Dia masih memejamkan matanya. Kepalanya menengadah ke atas, bola matanya menggeleng-geleng di dalam kelopak mata lebar itu. Tampak samar ke kanan dan ke kiri. Aku tahu dia tidak tidur, kuperhatikan wajah bulatnya dari sudut mata kiriku. Dia tetap tampan, seperti delapan tahun yang lalu, waktu kita duduk di depan koridor kelas.

Aku memalingkan wajahku ke sebelah kanan. Menatap karet hitam pengencang kaca, di sana ada seekor semut berjalan, tanganku bolak-balik membuntuti ekornya. Semut itu berlari terbirit-birit. Aku tersenyum puas, lantas teringat potongan kejadian berikutnya.

Siang itu aku datang kesekolah, pukul 11.05 --kelasku kena shift siang, aku malah datang terlalu pagi, bahkan anak-anak kelas pagi baru selesai istirahat. Aku duduk di depan koridor kelas IX Sosiologi bersama Sinta. Cuaca siang itu sedang panas-panasnya, matahari terik membakar, apalagi pemasangan AC  di setiap ruangan yang memperparah kondisi cuaca di luar. Kami beranjak saja dari sana, berjalan ke luar gerbang mencari setumpukan pedagang kaki lima yang menjajakan air dingin.

Dia berjalan ke arahku. Ke arah pagar maksudku, dia kena kelas pagi. Oh iya, aku lupa bercerita. Setelah masa ospek tujuh hari itu kami dipisah kelas lagi. Sebagian di bagian siang, sebagian di bagian pagi, karna kondisi ruangan masih belum memadai dengan tampungan siswanya.

Dia tersenyum begitu lembut. Memiringkan kepalanya ke sebelah kiri. Aku dengan refleks mengikuti.

“Hai, Aditya.” Aku balas senyum seramah mungkin.

“Hallo, Reavani. Mau kemana?”

“Beli air.” Dia mengangguk tersenyum. Sinta yang berjalan di sebelah kiriku mendengus.

“Kenal aja kalo sama yang ganteng, Vani. Siapa sih?”

“Hah? Barusan? Itu lho, Sin, temen ospek kemarin, Aditya.”

“Gak liat, gue.” Aku mengangkat bahuku tak acuh.

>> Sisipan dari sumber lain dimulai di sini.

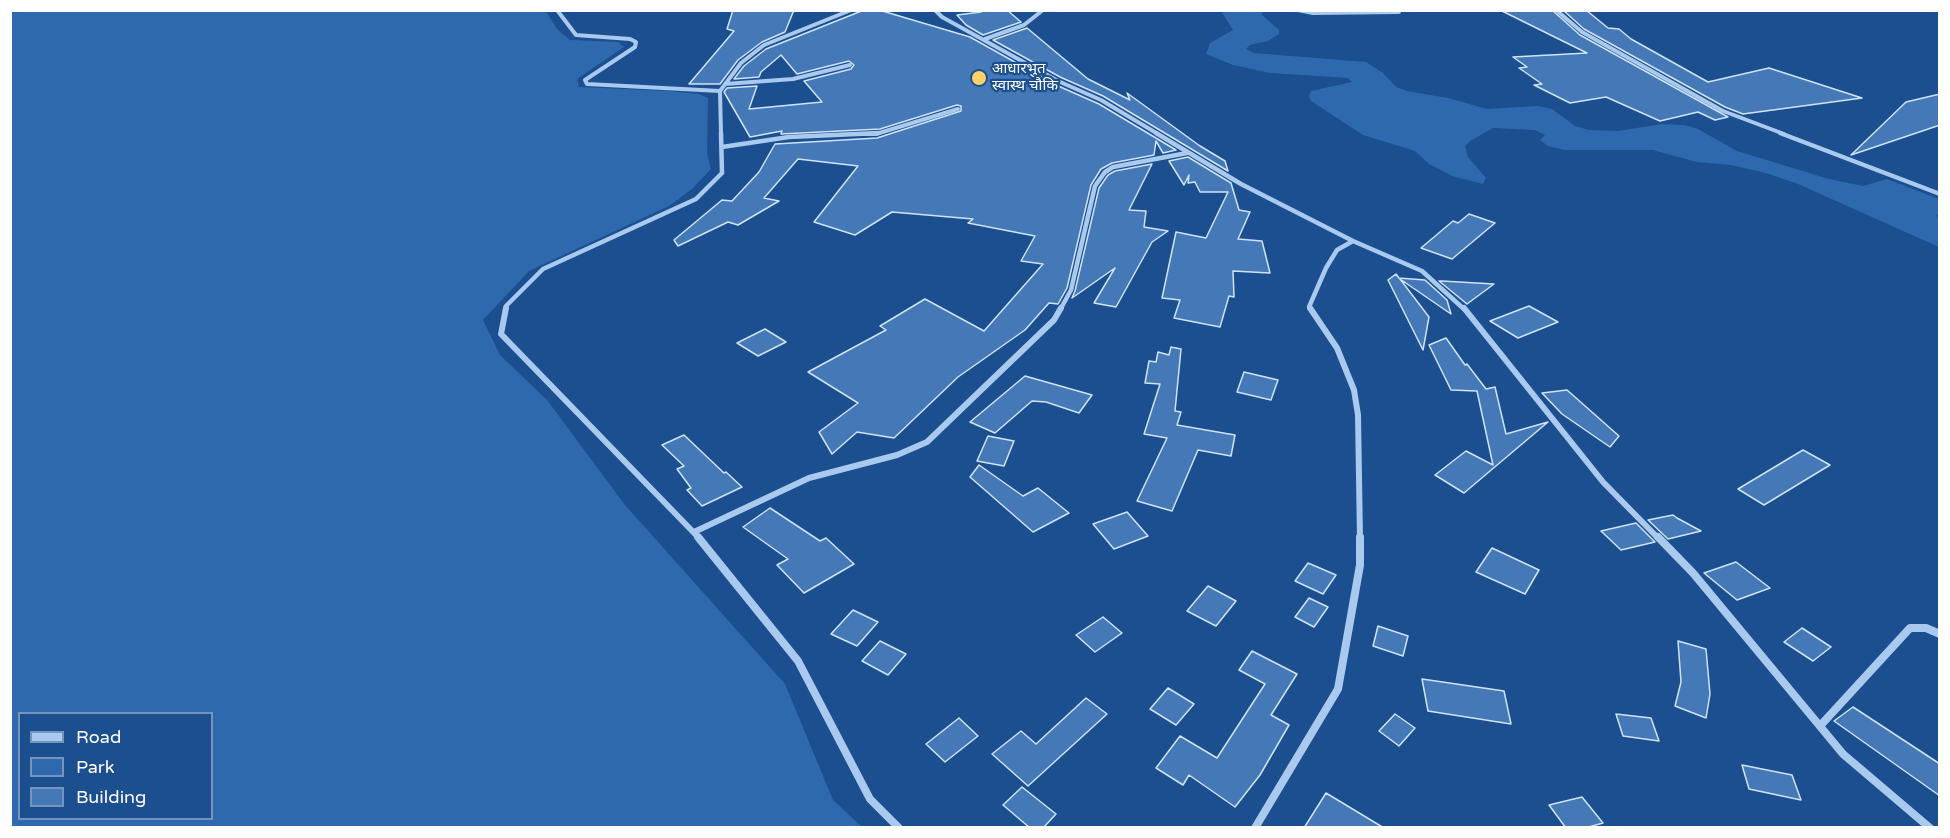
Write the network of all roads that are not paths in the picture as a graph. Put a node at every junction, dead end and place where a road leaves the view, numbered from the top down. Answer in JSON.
{"nodes":[{"id":1,"x":557,"y":10,"type":"edge"},
{"id":2,"x":852,"y":10,"type":"edge"},
{"id":3,"x":935,"y":10,"type":"edge"},
{"id":4,"x":1043,"y":10,"type":"edge"},
{"id":5,"x":1298,"y":10,"type":"edge"},
{"id":6,"x":1556,"y":10,"type":"edge"},
{"id":7,"x":1400,"y":12,"type":"edge"},
{"id":8,"x":985,"y":39,"type":"junction"},
{"id":9,"x":850,"y":65,"type":"dead end"},
{"id":10,"x":725,"y":84,"type":"junction"},
{"id":11,"x":720,"y":91,"type":"junction"},
{"id":12,"x":958,"y":109,"type":"dead end"},
{"id":13,"x":722,"y":147,"type":"junction"},
{"id":14,"x":1187,"y":153,"type":"junction"},
{"id":15,"x":1940,"y":194,"type":"edge"},
{"id":16,"x":1353,"y":241,"type":"junction"},
{"id":17,"x":694,"y":532,"type":"junction"},
{"id":18,"x":1940,"y":634,"type":"edge"},
{"id":19,"x":1820,"y":726,"type":"junction"},
{"id":20,"x":899,"y":828,"type":"edge"},
{"id":21,"x":1255,"y":828,"type":"edge"},
{"id":22,"x":1930,"y":828,"type":"edge"}],
"edges":[{"from":1,"to":11,"type":"street"},
{"from":2,"to":10,"type":"street"},
{"from":3,"to":8,"type":"street"},
{"from":4,"to":8,"type":"street"},
{"from":5,"to":7,"type":"street"},
{"from":6,"to":15,"type":"street"},
{"from":8,"to":14,"type":"street"},
{"from":9,"to":10,"type":"street"},
{"from":10,"to":11,"type":"street"},
{"from":11,"to":13,"type":"street"},
{"from":12,"to":13,"type":"street"},
{"from":13,"to":17,"type":"street"},
{"from":14,"to":16,"type":"street"},
{"from":14,"to":17,"type":"street"},
{"from":16,"to":19,"type":"street"},
{"from":16,"to":21,"type":"street"},
{"from":17,"to":20,"type":"street"},
{"from":18,"to":19,"type":"street"},
{"from":19,"to":22,"type":"street"}]}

“Kayanya dia suka sama lo, deh, Van. Lo juga kayaknya bakal suka, deh sama dia.” Aku tergugu. Itu hanya gurauan saja, Sinta memang agak sok tahu.

Sebenarnya, Sinta tidak sok tahu. Hanya siang itu aku memang belum jatuh cinta. Lihat saja siang nanti. Menurutku jatuh cinta bukan hanya sekedar soal dia yang baik, atau dia yang pintar, lebih naif lagi karna dia tampan. Itu namanya bukan cinta, tapi obsesi remaja, tentang perasaan kagum, dan tertarik.

Jatuh cinta itu soal hati, tentang seberapa besar kamu bisa mengerti, betapapun seberapa banyak dia diberikan kekurangan, maka kaulah pelengkap setiap inchinya, dan sekecil apapun kelebihannya, maka itulah pandangan indah hidupmu setiap saat.

Bel berdering tiga kali. Resmilah jam pelajaran kelas pagi sudah habis. Siswa-siswi dari dalam kelas berhamburan. Saling dorong-mendorong, berebut jalan, seolah takut saja kalau hari keburu habis. Tidak sedikit juga yang terjatuh, tersandung, atau terimpit. Aku berdiri takzim, lantas buru-buru menghampiri kelas yang telah kosong. Duduk di bangku barisan ke dua dari kanan, meletakan tas hitamku. Oh iya, Sinta juga bukan masuk kelasku. Kelasnya di lantai dua, aku di lantai dasar.

Suasana kelas masih sepi, gelap menerpa setiap sudutnya, sengaja gordynnya dibiarkan tertutup. Aku berjalan ke arah dua pintu besar berwarna coklat muda, keduanya dipolistur dengan warna dan kilauan yang sangat menawan. Mengeluarkan kepala dari celah pintu yang terbuka tak begitu lebar, lalu menengok kanan dan kiri, seolah mencari sesuatu.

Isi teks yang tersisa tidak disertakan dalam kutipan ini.